I thought I'd direct your attention to a few interesting thoughts I stumbled across while perusing the blogosphere a few days ago:
Also, with advances in biotech, I can easily see the 80-90 age getting pushed back to 100 or 110 by the time I reach it. My expectations for biotech really deserve their own article. The very-short version of my belief is that biotech is to this century as electicity & computers were to the last. Think about the advancements made during your grandparents' lifetimes and then apply that to biotech, and you have some clue as to how interesting the road ahead truly is for biotech and medicine.
So, with moderate advancement of medicine, I am probably only a third of the way through my lifespan. Therefore, it makes sense to think about how I wish to live this vast span of time.
Last year, I asked the question and came up with my most ambitious answer yet. "If I was going to live forever, I'd really rather not have to worry about money all that time. Besides, much of the medical technology that will make life extension possible will be very expensive. I intend to get and stay wealthy."

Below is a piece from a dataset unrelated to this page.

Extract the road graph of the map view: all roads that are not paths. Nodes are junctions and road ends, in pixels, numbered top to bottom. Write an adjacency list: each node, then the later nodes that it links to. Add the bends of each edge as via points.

For me, fulfilling this dream will mean developing the skills, habits and the mindset needed to get and stay wealthy. The basics of this are to spend less than I learn, to drop all fear of money, and to learn how it really works and flows in society. The advanced part is to free myself from being dependent on wages which are in any way linked to hours. It really is an all out effort, since it will touch almost every area of my life.
I heartily endorse this way of looking at the world. You'll find a few posts expressing similar sentiments back in the Fight Aging! archives:
- Save, Invest or Die
- Start Saving Now
- Search Terms Prompt Thought About the Cricket and the Ant
- The Transformation of Retirement
- How Much to Plan on Spending?
I cannot overemphasise the value of learning how money actually works - or better, the underlying culture, history and practice of human action, trade and endeavor. It's really not as intimidating as it sounds; most of the core concepts are in fact quite simple and intuitive, for all that too few people understand economics and the practice of wealth these days. Economic ignorance is not a sure root to poverty, nor a sure block to wealth, but it's a pretty large hurdle to getting ahead in the world in ways both large and small.

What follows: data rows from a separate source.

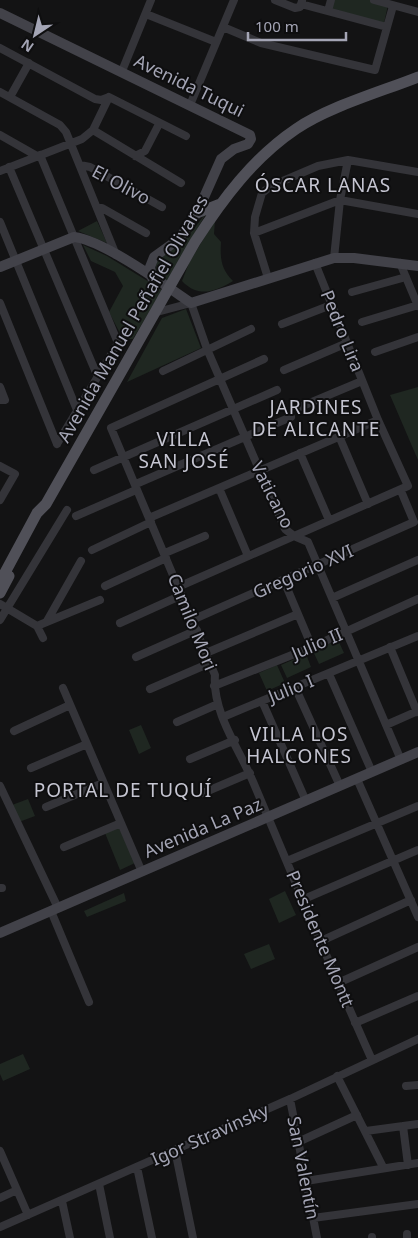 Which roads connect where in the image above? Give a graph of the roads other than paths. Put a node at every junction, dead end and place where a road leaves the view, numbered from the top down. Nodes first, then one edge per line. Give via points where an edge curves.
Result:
1 (152, 0) edge
2 (234, 0) edge
3 (275, 0) edge
4 (331, 0) edge
5 (374, 0) edge
6 (301, 4) edge
7 (393, 6) junction
8 (328, 11) junction
9 (418, 12) edge
10 (0, 14) edge
11 (146, 14) junction
12 (222, 27) junction
13 (387, 27) junction
14 (216, 42) junction
15 (0, 48) edge
16 (29, 62) junction
17 (122, 71) junction
18 (418, 77) edge
19 (0, 92) edge
20 (10, 97) junction
21 (109, 98) junction
22 (190, 105) junction
23 (160, 124) junction
24 (93, 130) junction
25 (0, 135) edge
26 (186, 136) dead end
27 (70, 144) junction
28 (39, 155) junction
29 (135, 156) junction
30 (348, 160) junction
31 (80, 165) junction
32 (9, 167) junction
33 (0, 171) edge
34 (418, 172) edge
35 (181, 183) dead end
36 (340, 200) junction
37 (220, 204) junction
38 (162, 207) dead end
39 (97, 208) junction
40 (198, 213) junction
41 (418, 214) edge
42 (0, 222) edge
43 (254, 233) junction
44 (146, 234) dead end
45 (74, 237) junction
46 (43, 249) junction
47 (116, 256) junction
48 (334, 258) junction
49 (16, 260) junction
50 (315, 263) junction
51 (400, 263) junction
52 (418, 266) edge
53 (0, 267) edge
54 (406, 277) junction
55 (152, 278) junction
56 (268, 278) junction
57 (170, 288) junction
58 (352, 292) dead end
59 (0, 303) edge
60 (190, 303) junction
61 (331, 305) junction
62 (418, 306) edge
63 (157, 312) junction
64 (362, 322) dead end
65 (282, 324) dead end
66 (251, 329) dead end
67 (418, 337) edge
68 (347, 343) junction
69 (208, 349) junction
70 (375, 352) dead end
71 (264, 360) dead end
72 (284, 370) dead end
73 (163, 371) dead end
74 (97, 375) junction
75 (220, 378) junction
76 (362, 381) junction
77 (0, 387) edge
78 (276, 390) dead end
79 (2, 400) edge
80 (300, 407) dead end
81 (77, 410) junction
82 (233, 410) junction
83 (291, 417) dead end
84 (378, 420) junction
85 (339, 436) junction
86 (245, 438) junction
87 (300, 453) junction
88 (124, 457) junction
89 (0, 466) edge
90 (94, 470) dead end
91 (259, 471) junction
92 (136, 487) junction
93 (219, 488) junction
94 (401, 491) junction
95 (0, 500) edge
96 (46, 504) junction
97 (368, 504) junction
98 (67, 510) dead end
99 (76, 516) dead end
100 (150, 520) junction
101 (329, 520) junction
102 (205, 536) dead end
103 (294, 536) junction
104 (92, 550) dead end
105 (166, 556) junction
106 (248, 556) junction
107 (81, 561) dead end
108 (418, 562) edge
109 (318, 566) junction
110 (284, 581) junction
111 (0, 582) edge
112 (105, 586) dead end
113 (178, 587) junction
114 (0, 593) edge
115 (182, 595) junction
116 (332, 598) junction
117 (418, 599) edge
118 (100, 600) dead end
119 (3, 606) edge
120 (298, 614) junction
121 (0, 620) edge
122 (192, 620) junction
123 (47, 621) junction
124 (120, 623) dead end
125 (37, 626) junction
126 (196, 630) junction
127 (346, 631) junction
128 (418, 636) edge
129 (43, 638) dead end
130 (312, 647) junction
131 (390, 647) junction
132 (206, 653) junction
133 (136, 657) dead end
134 (359, 660) junction
135 (210, 662) junction
136 (329, 674) junction
137 (214, 686) junction
138 (295, 687) junction
139 (62, 688) dead end
140 (150, 689) dead end
141 (262, 701) junction
142 (218, 704) junction
143 (70, 705) junction
144 (418, 712) edge
145 (223, 717) junction
146 (177, 722) dead end
147 (386, 725) junction
148 (14, 731) dead end
149 (234, 740) junction
150 (87, 744) junction
151 (418, 752) edge
152 (190, 759) dead end
153 (401, 760) junction
154 (31, 768) dead end
155 (372, 772) junction
156 (250, 773) junction
157 (357, 779) junction
158 (104, 782) junction
159 (0, 786) edge
160 (340, 786) junction
161 (203, 793) dead end
162 (306, 801) junction
163 (418, 806) edge
164 (46, 807) dead end
165 (268, 817) junction
166 (121, 823) junction
167 (378, 823) junction
168 (64, 847) dead end
169 (418, 850) edge
170 (394, 860) junction
171 (287, 861) junction
172 (142, 872) junction
173 (304, 900) junction
174 (411, 900) junction
175 (55, 910) junction
176 (418, 917) edge
177 (0, 933) edge
178 (322, 941) junction
179 (418, 948) edge
180 (338, 983) junction
181 (418, 996) edge
182 (89, 1002) dead end
183 (355, 1023) junction
184 (418, 1039) edge
185 (372, 1060) junction
186 (337, 1076) junction
187 (418, 1085) edge
188 (406, 1086) dead end
189 (290, 1099) junction
190 (358, 1115) junction
191 (418, 1124) edge
192 (403, 1126) junction
193 (366, 1131) junction
194 (298, 1142) junction
195 (175, 1150) junction
196 (0, 1151) edge
197 (2, 1159) edge
198 (418, 1163) edge
199 (408, 1165) junction
200 (137, 1167) junction
201 (384, 1168) junction
202 (306, 1181) junction
203 (100, 1184) junction
204 (17, 1190) junction
205 (0, 1198) edge
206 (62, 1201) junction
207 (418, 1204) edge
208 (28, 1215) junction
209 (313, 1218) junction
210 (0, 1228) edge
211 (70, 1238) edge
212 (110, 1238) edge
213 (152, 1238) edge
214 (193, 1238) edge
215 (317, 1238) edge

1 - 11 street
2 - 12 street
3 - 6 street via 295,8
4 - 8 street
5 - 7 street
6 - 8 street
7 - 9 street
7 - 13 street
8 - 13 street
10 - 17 street, Avenida Tuqui
11 - 14 street
11 - 17 street
12 - 13 street via 261,43 375,70
12 - 14 street
14 - 22 street
15 - 16 street
16 - 20 street
16 - 21 street via 95,99
17 - 22 street, Avenida Tuqui
18 - 37 main road, Avenida Manuel Peñafiel Olivares via 296,129 244,174
19 - 20 street
20 - 27 street via 60,125
21 - 23 street
21 - 24 street
22 - 40 street, Avenida Tuqui via 248,133 251,138 248,144 229,152 217,164
23 - 26 street
23 - 29 street via 145,152
24 - 27 street
24 - 29 street
25 - 28 street
27 - 28 street
27 - 31 street
28 - 32 street
28 - 45 street
29 - 35 street
30 - 34 street
30 - 36 street
30 - 43 street via 318,166 271,186 262,193
31 - 38 street, El Olivo via 90,167
31 - 39 street
32 - 33 street
32 - 46 street
36 - 41 street
36 - 43 street
36 - 48 street
37 - 40 main road
37 - 57 main road, Avenida Manuel Peñafiel Olivares
39 - 44 street
39 - 47 street
40 - 55 street, Avenida Tuqui via 179,239 154,257 150,267
42 - 49 street
43 - 56 street
45 - 46 street
45 - 47 street via 84,238
45 - 74 street via 118,343
46 - 49 street
46 - 74 street
47 - 55 street
48 - 50 street
48 - 51 street
49 - 53 street
49 - 81 street
50 - 56 street
50 - 61 street, Pedro Lira
51 - 52 street
51 - 54 street
54 - 58 street
54 - 62 street
55 - 57 street
56 - 60 street
57 - 60 street
57 - 63 main road, Avenida Manuel Peñafiel Olivares
59 - 81 street via 57,444
60 - 63 street
60 - 69 street, Vaticano
61 - 65 street
61 - 68 street, Pedro Lira
62 - 64 street
63 - 96 main road, Avenida Manuel Peñafiel Olivares
66 - 69 street
67 - 70 street
68 - 72 street
68 - 76 street, Pedro Lira
69 - 73 street
69 - 75 street, Vaticano
71 - 75 street
74 - 81 street
75 - 82 street, Vaticano
75 - 88 street, Camilo Mori via 111,428
76 - 80 street
76 - 84 street, Pedro Lira
77 - 79 street
78 - 82 street
82 - 86 street, Vaticano
82 - 88 street
83 - 86 street
84 - 85 street
84 - 94 street, Pedro Lira via 408,486
85 - 87 street
85 - 97 street
86 - 91 street, Vaticano
86 - 92 street
87 - 91 street
87 - 101 street
88 - 90 street
88 - 92 street, Camilo Mori
89 - 95 street via 15,474
91 - 93 street
91 - 103 street, Vaticano via 285,529
92 - 99 street
92 - 100 street, Camilo Mori
93 - 100 street
93 - 106 street
94 - 97 street
94 - 109 street, Gregorio XVI via 414,522
96 - 111 main road, Avenida Manuel Peñafiel Olivares
96 - 114 main road, Avenida Manuel Peñafiel Olivares
97 - 101 street
98 - 119 street
100 - 104 street
100 - 105 street, Camilo Mori
101 - 103 street
102 - 105 street
103 - 106 street
103 - 109 street, Vaticano via 308,542
105 - 112 street
105 - 113 street, Camilo Mori
106 - 113 street
107 - 123 street
108 - 116 street
109 - 110 street, Gregorio XVI
109 - 116 street, Vaticano
110 - 120 street
110 - 122 street, Gregorio XVI
113 - 115 street, Camilo Mori
115 - 122 street, Camilo Mori
115 - 124 street
116 - 127 street, Vaticano
117 - 127 street, Julio II
118 - 123 street
119 - 121 street
119 - 125 street
120 - 130 street
120 - 132 street
122 - 126 street, Camilo Mori
123 - 125 street
125 - 129 street
126 - 132 street, Camilo Mori
126 - 133 street
127 - 130 street, Julio II
127 - 134 street, Vaticano
128 - 131 street, Julio I
130 - 137 street, Julio II
131 - 134 street, Julio I
131 - 144 street
132 - 135 street, Camilo Mori
134 - 136 street, Julio I
134 - 147 street, Vaticano
135 - 137 street, Camilo Mori via 215,675
135 - 140 street
136 - 138 street, Julio I
136 - 155 street
137 - 142 street, Camilo Mori
138 - 141 street, Julio I
138 - 160 street
139 - 143 street
141 - 145 street, Julio I
141 - 162 street
142 - 145 street, Camilo Mori
142 - 146 street
143 - 148 street
143 - 150 street
144 - 147 street
145 - 149 street, Camilo Mori
147 - 153 street, Vaticano
149 - 152 street
149 - 156 street, Camilo Mori
150 - 154 street
150 - 158 street
151 - 153 street, Avenida La Paz
153 - 155 street, Avenida La Paz
155 - 157 street, Avenida La Paz
156 - 161 street
156 - 165 street, Camilo Mori
157 - 160 street, Avenida La Paz
157 - 167 street
158 - 164 street
158 - 166 street
159 - 175 street
160 - 162 street, Avenida La Paz
162 - 165 street, Avenida La Paz
163 - 167 street
165 - 171 street, Presidente Montt
165 - 172 street, Avenida La Paz
166 - 168 street
166 - 172 street
167 - 170 street
167 - 171 street
169 - 170 street
170 - 173 street
170 - 174 street
171 - 173 street, Presidente Montt
172 - 175 street, Avenida La Paz
173 - 178 street, Presidente Montt
174 - 176 street
174 - 178 street
175 - 177 street, Avenida La Paz
175 - 182 street
178 - 180 street, Presidente Montt
179 - 180 street
180 - 183 street, Presidente Montt
181 - 183 street
183 - 185 street, Presidente Montt
184 - 185 street, Igor Stravinsky
185 - 186 street, Igor Stravinsky
186 - 189 street, Igor Stravinsky
186 - 190 street
187 - 188 street
189 - 194 street, San Valentín
189 - 195 street, Igor Stravinsky
190 - 193 street
190 - 194 street
191 - 192 street
192 - 193 street
192 - 199 street
193 - 201 street
194 - 202 street, San Valentín
195 - 200 street, Igor Stravinsky
195 - 214 street
196 - 197 street
197 - 204 street
198 - 199 street
199 - 201 street
200 - 203 street, Igor Stravinsky
200 - 213 street
201 - 202 street
202 - 209 street, San Valentín
203 - 206 street, Igor Stravinsky
203 - 212 street
204 - 205 street
204 - 208 street
206 - 208 street, Igor Stravinsky
206 - 211 street
207 - 209 street
208 - 210 street, Igor Stravinsky
209 - 215 street, San Valentín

Writ large, economic ignorance is the death of cultures; why be a participant in the decline of your civilization when you could be so much more than that? Start with well-regarded self-help books on investment and money management - such as The Courage to be Rich - and move on to picking up the basics of Austrian economics from the daily articles and user-friendly introductory materials at the Ludwig von Mises Institute. It will make a difference.
Take a look at your life; if you're enjoying it now, why not do the very best you can to ensure that continues to be the case for a very, very long time? Support medical research for healthy life extension, and prepare your financial ground for a life lived in the future. You'll thank yourself for doing so.